Goal of the exercise: In the entries below, some lines contain "edges"; work out how many and answer with the figure only.

Raw data:
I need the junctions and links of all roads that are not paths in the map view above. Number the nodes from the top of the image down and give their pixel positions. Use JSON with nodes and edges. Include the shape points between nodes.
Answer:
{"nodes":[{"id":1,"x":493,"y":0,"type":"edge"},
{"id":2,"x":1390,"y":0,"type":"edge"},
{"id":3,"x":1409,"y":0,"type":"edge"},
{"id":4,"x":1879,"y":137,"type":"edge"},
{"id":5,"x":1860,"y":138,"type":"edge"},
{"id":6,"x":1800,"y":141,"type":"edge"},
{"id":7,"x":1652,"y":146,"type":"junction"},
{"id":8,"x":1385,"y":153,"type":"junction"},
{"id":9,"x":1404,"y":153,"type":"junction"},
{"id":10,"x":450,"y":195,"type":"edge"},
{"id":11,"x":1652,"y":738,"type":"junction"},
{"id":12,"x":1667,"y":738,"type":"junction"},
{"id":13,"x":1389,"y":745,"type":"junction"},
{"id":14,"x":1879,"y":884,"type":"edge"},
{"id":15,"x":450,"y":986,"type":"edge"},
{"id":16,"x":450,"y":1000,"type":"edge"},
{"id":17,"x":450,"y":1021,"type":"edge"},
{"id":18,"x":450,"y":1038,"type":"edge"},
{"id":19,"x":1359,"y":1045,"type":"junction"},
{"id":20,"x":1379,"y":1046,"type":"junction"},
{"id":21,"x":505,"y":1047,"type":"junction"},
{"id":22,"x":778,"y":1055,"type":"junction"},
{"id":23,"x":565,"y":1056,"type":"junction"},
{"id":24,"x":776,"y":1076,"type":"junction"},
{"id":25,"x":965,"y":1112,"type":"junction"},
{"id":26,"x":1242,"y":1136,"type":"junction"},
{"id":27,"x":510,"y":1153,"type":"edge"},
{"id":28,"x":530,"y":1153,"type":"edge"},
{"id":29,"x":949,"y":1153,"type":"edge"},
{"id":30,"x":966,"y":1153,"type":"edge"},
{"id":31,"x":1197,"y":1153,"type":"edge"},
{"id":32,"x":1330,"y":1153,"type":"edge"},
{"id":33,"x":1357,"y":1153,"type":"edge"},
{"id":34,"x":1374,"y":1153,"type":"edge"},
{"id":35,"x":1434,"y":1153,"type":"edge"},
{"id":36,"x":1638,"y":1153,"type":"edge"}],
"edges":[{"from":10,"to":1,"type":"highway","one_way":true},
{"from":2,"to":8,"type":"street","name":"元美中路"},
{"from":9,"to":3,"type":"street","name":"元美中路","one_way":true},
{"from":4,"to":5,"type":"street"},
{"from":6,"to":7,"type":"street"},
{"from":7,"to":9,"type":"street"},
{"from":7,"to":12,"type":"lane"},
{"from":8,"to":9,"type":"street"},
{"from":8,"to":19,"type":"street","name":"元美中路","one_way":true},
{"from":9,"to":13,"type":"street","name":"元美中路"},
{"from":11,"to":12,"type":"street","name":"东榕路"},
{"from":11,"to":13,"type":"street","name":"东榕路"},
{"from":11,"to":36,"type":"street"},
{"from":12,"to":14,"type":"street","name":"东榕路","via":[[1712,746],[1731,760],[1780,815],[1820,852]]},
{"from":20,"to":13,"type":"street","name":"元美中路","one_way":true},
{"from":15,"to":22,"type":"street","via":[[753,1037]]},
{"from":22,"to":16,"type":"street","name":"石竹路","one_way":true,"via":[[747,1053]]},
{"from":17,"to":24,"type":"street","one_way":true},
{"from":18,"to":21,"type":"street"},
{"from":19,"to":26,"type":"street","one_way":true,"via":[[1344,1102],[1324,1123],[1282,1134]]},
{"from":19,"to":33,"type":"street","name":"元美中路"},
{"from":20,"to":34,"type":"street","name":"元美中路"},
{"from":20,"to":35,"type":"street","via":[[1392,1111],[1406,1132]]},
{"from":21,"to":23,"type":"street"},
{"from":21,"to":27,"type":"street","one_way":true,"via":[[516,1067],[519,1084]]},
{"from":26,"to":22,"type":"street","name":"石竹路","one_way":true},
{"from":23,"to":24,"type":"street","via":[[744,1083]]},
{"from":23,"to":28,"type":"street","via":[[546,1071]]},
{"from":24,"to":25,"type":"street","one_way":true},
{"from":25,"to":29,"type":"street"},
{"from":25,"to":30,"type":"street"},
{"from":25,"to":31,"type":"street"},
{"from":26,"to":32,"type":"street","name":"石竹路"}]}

Finished task: 2